:: Work instruction ::
Scan the entries for the word "Rajmarg", and copy every line where it appears.

:: Supplied data ::
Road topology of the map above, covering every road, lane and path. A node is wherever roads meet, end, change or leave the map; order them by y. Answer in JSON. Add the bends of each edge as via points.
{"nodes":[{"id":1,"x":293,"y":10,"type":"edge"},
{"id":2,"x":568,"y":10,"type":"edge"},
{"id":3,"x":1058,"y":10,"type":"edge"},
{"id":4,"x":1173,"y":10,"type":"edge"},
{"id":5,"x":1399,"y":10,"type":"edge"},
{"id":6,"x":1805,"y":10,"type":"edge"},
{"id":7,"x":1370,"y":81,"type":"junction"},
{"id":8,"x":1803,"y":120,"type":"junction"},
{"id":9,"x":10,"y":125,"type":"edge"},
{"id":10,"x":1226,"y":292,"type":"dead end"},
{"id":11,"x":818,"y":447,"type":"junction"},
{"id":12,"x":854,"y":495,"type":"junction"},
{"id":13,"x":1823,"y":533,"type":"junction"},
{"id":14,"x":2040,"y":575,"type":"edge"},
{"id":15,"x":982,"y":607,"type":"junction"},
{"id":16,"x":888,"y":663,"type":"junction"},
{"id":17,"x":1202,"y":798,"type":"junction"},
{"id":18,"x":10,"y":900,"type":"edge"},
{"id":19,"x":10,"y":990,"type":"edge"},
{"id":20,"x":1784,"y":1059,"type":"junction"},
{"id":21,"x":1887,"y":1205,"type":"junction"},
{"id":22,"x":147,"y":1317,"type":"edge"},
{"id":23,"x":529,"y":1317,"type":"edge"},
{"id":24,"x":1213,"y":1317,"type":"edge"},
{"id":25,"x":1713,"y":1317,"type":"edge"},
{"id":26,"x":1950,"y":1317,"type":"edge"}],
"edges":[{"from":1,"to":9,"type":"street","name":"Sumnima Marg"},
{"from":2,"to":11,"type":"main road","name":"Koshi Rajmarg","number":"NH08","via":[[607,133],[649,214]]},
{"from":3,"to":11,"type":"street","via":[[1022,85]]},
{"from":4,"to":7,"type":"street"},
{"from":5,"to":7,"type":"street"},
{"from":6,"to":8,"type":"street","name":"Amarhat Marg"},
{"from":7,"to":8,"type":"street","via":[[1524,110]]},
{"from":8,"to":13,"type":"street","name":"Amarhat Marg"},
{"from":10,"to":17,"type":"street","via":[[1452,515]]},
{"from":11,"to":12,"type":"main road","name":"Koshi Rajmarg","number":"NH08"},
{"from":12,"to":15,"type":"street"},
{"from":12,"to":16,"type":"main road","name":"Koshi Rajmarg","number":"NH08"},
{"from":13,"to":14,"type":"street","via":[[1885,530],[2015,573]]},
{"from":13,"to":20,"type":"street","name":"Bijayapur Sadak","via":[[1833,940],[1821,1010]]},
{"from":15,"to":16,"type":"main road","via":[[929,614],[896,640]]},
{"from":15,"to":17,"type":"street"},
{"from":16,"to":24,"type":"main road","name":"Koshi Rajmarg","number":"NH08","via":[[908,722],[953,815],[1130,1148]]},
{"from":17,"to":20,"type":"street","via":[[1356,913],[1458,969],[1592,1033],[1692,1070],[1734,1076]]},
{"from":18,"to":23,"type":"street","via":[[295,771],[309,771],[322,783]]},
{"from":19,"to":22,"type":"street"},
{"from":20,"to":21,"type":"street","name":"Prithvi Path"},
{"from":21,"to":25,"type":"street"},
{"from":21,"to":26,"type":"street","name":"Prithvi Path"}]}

:: Exercise output ::
{"from":2,"to":11,"type":"main road","name":"Koshi Rajmarg","number":"NH08","via":[[607,133],[649,214]]},
{"from":11,"to":12,"type":"main road","name":"Koshi Rajmarg","number":"NH08"},
{"from":12,"to":16,"type":"main road","name":"Koshi Rajmarg","number":"NH08"},
{"from":16,"to":24,"type":"main road","name":"Koshi Rajmarg","number":"NH08","via":[[908,722],[953,815],[1130,1148]]},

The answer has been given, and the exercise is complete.